(Dataset entries)
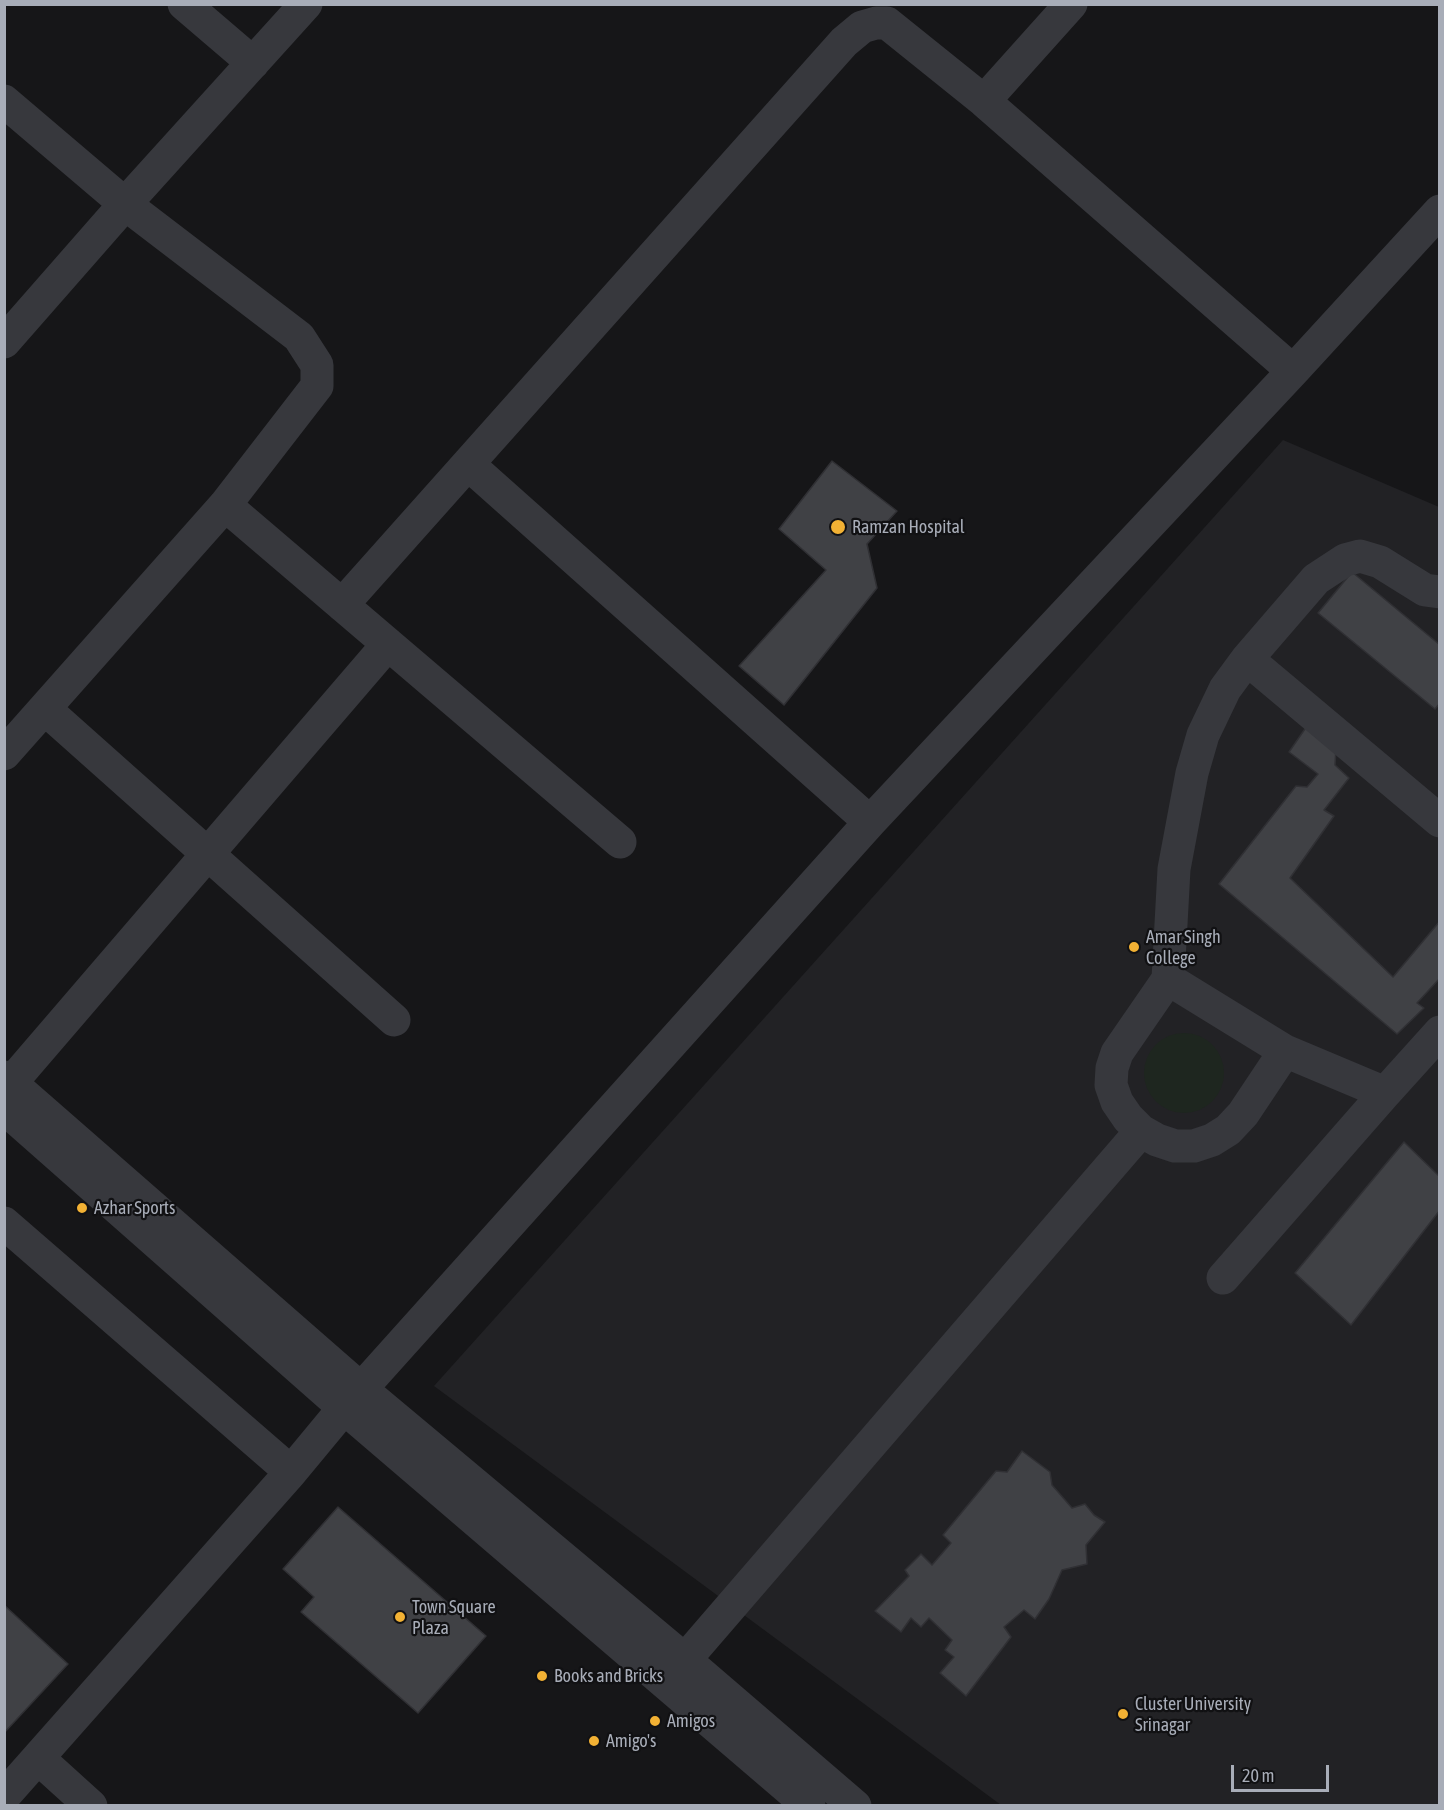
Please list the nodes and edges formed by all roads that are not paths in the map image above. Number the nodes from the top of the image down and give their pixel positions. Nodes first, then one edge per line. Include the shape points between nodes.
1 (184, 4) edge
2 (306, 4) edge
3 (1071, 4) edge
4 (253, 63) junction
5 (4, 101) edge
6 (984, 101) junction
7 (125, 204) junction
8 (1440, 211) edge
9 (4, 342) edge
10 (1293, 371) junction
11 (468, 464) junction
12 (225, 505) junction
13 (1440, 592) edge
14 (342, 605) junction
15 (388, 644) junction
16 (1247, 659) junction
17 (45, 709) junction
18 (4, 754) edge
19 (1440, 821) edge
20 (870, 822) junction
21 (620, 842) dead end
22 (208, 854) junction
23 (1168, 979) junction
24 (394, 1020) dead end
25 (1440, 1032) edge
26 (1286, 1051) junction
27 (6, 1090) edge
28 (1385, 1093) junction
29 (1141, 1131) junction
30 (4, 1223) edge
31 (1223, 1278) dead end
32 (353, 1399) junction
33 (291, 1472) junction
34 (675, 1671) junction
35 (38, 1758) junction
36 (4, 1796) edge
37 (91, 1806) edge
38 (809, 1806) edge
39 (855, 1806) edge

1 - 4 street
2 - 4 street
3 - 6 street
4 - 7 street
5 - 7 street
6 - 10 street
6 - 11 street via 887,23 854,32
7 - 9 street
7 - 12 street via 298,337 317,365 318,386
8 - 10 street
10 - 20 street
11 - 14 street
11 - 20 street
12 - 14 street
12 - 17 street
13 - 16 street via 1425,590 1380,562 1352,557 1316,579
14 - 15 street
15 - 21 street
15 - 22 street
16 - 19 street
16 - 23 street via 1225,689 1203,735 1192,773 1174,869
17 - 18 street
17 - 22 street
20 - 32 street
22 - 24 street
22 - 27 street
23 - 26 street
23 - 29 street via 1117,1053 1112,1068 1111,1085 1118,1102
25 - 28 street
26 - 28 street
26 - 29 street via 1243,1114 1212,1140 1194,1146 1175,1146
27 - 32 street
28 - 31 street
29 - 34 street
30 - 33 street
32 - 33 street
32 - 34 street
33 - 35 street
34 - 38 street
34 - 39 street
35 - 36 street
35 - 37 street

What you will do: Could you output the full set of entries exactly, skipping every picture?

Task result:
Please list the nodes and edges formed by all roads that are not paths in the map image above. Number the nodes from the top of the image down and give their pixel positions. Nodes first, then one edge per line. Include the shape points between nodes.
1 (184, 4) edge
2 (306, 4) edge
3 (1071, 4) edge
4 (253, 63) junction
5 (4, 101) edge
6 (984, 101) junction
7 (125, 204) junction
8 (1440, 211) edge
9 (4, 342) edge
10 (1293, 371) junction
11 (468, 464) junction
12 (225, 505) junction
13 (1440, 592) edge
14 (342, 605) junction
15 (388, 644) junction
16 (1247, 659) junction
17 (45, 709) junction
18 (4, 754) edge
19 (1440, 821) edge
20 (870, 822) junction
21 (620, 842) dead end
22 (208, 854) junction
23 (1168, 979) junction
24 (394, 1020) dead end
25 (1440, 1032) edge
26 (1286, 1051) junction
27 (6, 1090) edge
28 (1385, 1093) junction
29 (1141, 1131) junction
30 (4, 1223) edge
31 (1223, 1278) dead end
32 (353, 1399) junction
33 (291, 1472) junction
34 (675, 1671) junction
35 (38, 1758) junction
36 (4, 1796) edge
37 (91, 1806) edge
38 (809, 1806) edge
39 (855, 1806) edge

1 - 4 street
2 - 4 street
3 - 6 street
4 - 7 street
5 - 7 street
6 - 10 street
6 - 11 street via 887,23 854,32
7 - 9 street
7 - 12 street via 298,337 317,365 318,386
8 - 10 street
10 - 20 street
11 - 14 street
11 - 20 street
12 - 14 street
12 - 17 street
13 - 16 street via 1425,590 1380,562 1352,557 1316,579
14 - 15 street
15 - 21 street
15 - 22 street
16 - 19 street
16 - 23 street via 1225,689 1203,735 1192,773 1174,869
17 - 18 street
17 - 22 street
20 - 32 street
22 - 24 street
22 - 27 street
23 - 26 street
23 - 29 street via 1117,1053 1112,1068 1111,1085 1118,1102
25 - 28 street
26 - 28 street
26 - 29 street via 1243,1114 1212,1140 1194,1146 1175,1146
27 - 32 street
28 - 31 street
29 - 34 street
30 - 33 street
32 - 33 street
32 - 34 street
33 - 35 street
34 - 38 street
34 - 39 street
35 - 36 street
35 - 37 street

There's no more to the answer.